Given the limited morphological information available from
fossil taxa (even more limited for molecular information), it can be
frustrating trying to narrow down the best place to make the cut. We
might make a cut based on one synapomorphy and then later find fossils
which show a slightly earlier or later developing synapomorphy is better
for some reason.
However, this difficulty should not deter us from exploring and
debating such cuts, not only to better define the exgroup clades, but
also to focus our attention on these most important transitions in the
history of life. Such transitions are where paraphyly is most
informative and useful. It's difficult and debatable, but it is still
worth concentrating our efforts on such transitions. Such efforts have
helped focus our attention in particular on filling the fossil gaps
between sarcopterygian fishes and early amphibians, as well as the
dinosaur-bird transition. And if it makes classifications more stable
and useful in the long run, all the better. Perhaps more
importantly, I would rather such cuts be made by open-ended scientific
debates that narrow down to the best choices as new evidence is
discovered and reaching a consensus (subject to minor changes by
consensus when new evidence is uncovered). That's FAR better than
making cuts arbitrarily by some committee of PhyloCoders legalistically
proclaiming arbitrary cuts based on their authoritarian specifiers.

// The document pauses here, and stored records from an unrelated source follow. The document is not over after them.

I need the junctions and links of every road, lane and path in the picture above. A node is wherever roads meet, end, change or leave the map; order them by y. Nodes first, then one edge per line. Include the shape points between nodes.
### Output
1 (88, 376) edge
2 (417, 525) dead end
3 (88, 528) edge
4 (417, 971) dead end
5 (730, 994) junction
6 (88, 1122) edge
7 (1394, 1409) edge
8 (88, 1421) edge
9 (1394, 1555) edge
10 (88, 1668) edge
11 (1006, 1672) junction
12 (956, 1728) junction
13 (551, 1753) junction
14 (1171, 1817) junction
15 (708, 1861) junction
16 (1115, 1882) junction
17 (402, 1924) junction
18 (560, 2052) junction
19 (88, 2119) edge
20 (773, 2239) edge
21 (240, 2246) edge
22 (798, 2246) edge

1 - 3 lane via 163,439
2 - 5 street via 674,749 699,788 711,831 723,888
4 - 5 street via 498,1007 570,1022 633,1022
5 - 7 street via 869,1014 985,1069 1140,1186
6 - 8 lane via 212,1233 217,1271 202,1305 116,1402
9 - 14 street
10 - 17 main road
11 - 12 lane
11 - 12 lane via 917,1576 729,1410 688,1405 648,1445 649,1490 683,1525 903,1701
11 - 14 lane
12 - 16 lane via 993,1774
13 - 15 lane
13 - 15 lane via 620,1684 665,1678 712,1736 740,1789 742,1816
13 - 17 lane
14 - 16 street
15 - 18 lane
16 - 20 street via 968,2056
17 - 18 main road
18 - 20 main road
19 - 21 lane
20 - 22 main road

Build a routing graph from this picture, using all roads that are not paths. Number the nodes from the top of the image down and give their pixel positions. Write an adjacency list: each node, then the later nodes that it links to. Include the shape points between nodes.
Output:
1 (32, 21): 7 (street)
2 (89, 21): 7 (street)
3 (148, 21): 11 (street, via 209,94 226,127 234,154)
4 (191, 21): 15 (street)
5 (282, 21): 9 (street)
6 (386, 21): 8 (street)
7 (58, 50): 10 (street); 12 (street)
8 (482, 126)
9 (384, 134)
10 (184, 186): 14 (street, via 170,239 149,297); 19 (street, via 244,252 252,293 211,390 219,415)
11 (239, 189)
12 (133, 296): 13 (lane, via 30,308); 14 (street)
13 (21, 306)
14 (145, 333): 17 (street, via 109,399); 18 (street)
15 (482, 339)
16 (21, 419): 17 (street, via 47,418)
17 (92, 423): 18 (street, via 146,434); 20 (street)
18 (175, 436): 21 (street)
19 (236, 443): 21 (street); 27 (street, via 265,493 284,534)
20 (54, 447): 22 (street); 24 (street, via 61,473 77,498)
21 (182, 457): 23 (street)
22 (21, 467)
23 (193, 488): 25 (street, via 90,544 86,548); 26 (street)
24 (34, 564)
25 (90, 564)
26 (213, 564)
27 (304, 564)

PhyloCode pays a tiny bit of lip-service to possibly defining some
clades with synapomorphies, but almost all of their proposed definitions
are based on certain included species (specifiers) setting the limits,
not on synapomorphies. Those cuts are FAR MORE arbitrary than anything
I am talking about. PhyloCode in particular takes authoritarianisn to a
whole new level.
--------Ken
----------------------------------------------------
Curtis Clark wrote:
But where, exactly, do you draw the line? Because every
paraphyletic group precludes the existence of many others, that's where
it's argument by authority. Clades can be nested, and every synapomorphy
can diagnose a named clade, but one has to choose one paraphyletic group
over others with slightly larger or smaller excluded clades.